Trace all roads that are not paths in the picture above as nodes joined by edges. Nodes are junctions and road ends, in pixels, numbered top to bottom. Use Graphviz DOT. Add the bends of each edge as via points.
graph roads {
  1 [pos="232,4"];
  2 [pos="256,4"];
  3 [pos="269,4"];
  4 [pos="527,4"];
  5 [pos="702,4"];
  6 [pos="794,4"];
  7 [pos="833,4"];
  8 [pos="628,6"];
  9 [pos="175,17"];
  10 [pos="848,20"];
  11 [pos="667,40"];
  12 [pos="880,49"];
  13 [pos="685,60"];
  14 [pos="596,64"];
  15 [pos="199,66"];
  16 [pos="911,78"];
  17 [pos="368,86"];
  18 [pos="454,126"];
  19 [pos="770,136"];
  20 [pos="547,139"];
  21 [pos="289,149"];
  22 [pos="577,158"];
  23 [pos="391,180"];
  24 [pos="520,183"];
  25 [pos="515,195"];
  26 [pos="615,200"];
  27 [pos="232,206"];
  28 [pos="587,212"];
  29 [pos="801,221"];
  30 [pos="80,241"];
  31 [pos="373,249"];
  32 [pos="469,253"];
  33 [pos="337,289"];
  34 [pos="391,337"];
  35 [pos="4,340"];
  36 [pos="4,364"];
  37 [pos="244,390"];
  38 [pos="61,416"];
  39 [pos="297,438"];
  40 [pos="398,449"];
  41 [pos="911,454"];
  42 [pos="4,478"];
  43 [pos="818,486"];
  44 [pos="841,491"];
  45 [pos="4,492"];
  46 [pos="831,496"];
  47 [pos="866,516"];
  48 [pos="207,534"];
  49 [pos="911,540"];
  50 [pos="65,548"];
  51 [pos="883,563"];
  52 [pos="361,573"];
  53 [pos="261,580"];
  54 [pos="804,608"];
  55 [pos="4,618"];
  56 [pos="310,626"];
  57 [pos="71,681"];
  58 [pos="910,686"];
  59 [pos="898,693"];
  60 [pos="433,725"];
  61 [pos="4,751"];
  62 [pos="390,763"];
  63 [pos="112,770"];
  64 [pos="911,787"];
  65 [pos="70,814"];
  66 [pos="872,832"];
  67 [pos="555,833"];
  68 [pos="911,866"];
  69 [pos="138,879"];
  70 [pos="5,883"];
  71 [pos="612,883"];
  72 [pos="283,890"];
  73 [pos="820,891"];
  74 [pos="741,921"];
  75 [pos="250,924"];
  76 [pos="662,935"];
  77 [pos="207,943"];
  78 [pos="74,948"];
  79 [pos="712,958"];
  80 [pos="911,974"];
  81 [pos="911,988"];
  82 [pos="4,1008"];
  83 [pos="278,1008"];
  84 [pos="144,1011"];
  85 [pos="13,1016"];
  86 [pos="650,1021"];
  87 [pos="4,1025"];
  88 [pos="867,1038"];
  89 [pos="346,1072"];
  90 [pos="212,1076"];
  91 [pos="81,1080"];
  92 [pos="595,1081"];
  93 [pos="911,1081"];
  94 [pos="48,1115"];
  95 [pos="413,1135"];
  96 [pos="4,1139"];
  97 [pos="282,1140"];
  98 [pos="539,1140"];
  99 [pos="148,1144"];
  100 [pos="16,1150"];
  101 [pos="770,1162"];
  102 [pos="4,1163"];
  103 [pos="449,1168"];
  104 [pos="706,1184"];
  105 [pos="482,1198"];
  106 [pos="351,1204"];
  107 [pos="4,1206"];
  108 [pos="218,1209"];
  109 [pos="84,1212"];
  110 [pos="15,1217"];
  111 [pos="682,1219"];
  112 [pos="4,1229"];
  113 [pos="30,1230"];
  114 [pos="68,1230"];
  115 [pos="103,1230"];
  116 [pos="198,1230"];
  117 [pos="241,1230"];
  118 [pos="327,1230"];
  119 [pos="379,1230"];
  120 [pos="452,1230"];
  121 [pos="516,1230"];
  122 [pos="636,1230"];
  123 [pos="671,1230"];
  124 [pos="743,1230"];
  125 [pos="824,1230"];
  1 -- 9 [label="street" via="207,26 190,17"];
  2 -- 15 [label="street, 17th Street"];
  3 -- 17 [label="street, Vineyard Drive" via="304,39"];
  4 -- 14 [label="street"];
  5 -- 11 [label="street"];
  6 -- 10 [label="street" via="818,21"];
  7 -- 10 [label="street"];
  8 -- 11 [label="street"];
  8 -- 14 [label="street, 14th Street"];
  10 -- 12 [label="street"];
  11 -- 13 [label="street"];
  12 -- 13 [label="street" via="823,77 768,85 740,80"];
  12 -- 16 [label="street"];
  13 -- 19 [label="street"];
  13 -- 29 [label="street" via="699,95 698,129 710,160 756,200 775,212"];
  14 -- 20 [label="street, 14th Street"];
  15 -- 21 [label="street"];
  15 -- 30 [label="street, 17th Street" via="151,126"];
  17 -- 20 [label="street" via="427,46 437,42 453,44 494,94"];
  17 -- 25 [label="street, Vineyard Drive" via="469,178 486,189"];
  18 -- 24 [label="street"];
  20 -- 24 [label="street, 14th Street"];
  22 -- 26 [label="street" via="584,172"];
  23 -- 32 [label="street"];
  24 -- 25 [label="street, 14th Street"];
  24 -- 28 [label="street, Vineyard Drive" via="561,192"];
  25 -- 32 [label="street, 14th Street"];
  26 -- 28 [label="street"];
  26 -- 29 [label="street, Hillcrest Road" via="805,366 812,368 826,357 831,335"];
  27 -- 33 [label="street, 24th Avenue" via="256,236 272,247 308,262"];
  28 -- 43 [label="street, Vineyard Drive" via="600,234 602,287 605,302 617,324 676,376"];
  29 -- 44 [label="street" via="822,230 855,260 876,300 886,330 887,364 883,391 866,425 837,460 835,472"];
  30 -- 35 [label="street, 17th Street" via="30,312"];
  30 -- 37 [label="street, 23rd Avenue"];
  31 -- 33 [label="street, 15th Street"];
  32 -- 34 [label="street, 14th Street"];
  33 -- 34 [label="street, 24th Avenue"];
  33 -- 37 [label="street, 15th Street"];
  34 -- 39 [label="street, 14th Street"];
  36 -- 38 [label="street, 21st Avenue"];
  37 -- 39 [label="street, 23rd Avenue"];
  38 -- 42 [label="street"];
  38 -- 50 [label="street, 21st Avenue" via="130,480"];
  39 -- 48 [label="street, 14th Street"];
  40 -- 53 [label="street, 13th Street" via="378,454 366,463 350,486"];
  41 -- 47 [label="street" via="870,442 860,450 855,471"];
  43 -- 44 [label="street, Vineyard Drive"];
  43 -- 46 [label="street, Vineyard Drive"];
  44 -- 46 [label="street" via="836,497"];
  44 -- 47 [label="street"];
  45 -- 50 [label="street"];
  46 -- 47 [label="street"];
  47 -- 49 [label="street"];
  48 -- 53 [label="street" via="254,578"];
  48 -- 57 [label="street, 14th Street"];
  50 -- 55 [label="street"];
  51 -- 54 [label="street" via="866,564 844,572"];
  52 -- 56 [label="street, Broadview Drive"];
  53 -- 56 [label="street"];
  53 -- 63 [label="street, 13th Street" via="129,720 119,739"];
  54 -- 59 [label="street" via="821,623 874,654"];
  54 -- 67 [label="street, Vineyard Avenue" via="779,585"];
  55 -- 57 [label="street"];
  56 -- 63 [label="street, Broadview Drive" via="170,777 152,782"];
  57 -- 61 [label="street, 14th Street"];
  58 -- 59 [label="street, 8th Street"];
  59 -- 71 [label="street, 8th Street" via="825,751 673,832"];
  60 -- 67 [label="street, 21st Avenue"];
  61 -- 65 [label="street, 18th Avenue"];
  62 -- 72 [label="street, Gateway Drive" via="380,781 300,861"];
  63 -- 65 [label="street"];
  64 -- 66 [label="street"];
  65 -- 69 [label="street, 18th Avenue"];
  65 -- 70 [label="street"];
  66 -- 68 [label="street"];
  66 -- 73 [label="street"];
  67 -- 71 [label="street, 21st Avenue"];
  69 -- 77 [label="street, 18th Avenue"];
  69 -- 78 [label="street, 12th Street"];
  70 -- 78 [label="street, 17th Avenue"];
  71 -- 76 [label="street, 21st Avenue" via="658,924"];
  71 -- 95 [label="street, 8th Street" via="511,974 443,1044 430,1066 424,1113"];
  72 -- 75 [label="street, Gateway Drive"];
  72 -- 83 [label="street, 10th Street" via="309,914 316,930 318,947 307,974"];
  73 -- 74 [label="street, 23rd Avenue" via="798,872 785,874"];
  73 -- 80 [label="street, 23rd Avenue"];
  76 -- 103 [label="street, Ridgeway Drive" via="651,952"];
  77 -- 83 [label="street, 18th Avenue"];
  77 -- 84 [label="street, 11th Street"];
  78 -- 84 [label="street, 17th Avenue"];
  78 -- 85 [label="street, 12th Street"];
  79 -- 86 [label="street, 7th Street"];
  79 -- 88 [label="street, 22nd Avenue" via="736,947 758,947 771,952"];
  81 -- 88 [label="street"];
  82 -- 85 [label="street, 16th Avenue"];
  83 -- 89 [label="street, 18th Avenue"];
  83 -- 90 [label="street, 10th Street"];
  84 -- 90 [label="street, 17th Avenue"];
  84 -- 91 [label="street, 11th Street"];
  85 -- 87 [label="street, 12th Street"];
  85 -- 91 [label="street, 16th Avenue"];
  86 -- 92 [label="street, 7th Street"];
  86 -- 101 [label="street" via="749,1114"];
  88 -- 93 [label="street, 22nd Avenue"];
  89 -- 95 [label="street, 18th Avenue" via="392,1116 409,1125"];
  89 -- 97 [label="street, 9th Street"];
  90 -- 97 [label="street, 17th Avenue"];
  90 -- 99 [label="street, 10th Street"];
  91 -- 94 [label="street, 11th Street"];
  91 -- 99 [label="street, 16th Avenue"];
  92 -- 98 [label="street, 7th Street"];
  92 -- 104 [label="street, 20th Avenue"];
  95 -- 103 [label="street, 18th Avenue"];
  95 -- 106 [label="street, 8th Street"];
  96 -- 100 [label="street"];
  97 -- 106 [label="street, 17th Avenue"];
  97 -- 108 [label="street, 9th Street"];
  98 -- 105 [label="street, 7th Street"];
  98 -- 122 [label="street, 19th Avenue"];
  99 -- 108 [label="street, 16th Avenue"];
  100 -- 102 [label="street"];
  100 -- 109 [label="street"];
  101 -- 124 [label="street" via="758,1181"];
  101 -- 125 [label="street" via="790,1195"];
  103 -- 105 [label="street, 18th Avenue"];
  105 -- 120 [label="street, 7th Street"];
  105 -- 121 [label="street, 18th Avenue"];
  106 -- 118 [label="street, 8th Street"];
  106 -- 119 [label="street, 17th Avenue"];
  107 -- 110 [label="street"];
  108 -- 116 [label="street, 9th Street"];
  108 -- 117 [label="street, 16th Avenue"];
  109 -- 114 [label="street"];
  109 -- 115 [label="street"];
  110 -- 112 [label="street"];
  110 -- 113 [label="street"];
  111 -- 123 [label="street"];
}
* * *
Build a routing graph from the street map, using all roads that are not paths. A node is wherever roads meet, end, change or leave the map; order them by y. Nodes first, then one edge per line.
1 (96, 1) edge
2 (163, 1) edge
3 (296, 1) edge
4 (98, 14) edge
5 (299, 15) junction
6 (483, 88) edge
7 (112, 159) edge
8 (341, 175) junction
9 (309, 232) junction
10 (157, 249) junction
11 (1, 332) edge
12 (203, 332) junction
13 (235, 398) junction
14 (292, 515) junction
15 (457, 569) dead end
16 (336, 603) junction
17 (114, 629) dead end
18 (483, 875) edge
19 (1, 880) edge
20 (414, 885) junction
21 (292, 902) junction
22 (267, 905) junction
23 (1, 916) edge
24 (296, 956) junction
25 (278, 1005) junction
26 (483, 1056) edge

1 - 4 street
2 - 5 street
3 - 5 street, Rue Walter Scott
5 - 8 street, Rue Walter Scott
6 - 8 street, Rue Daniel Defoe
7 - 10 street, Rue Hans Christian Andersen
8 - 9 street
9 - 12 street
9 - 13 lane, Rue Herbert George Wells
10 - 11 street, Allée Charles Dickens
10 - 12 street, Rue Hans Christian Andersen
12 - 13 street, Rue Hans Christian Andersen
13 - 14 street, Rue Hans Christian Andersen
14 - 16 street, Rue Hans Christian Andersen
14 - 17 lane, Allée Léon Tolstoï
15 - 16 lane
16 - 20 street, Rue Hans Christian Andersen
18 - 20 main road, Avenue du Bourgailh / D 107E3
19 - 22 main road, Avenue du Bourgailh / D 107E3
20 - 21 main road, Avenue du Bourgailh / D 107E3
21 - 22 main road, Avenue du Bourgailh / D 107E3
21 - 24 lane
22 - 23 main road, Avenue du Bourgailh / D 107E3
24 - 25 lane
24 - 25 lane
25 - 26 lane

■ Your task ■
A single figure is the whole answer: the number of lines in the material above where the string "Nodes" occurs.

■ Solution to this exercise ■
2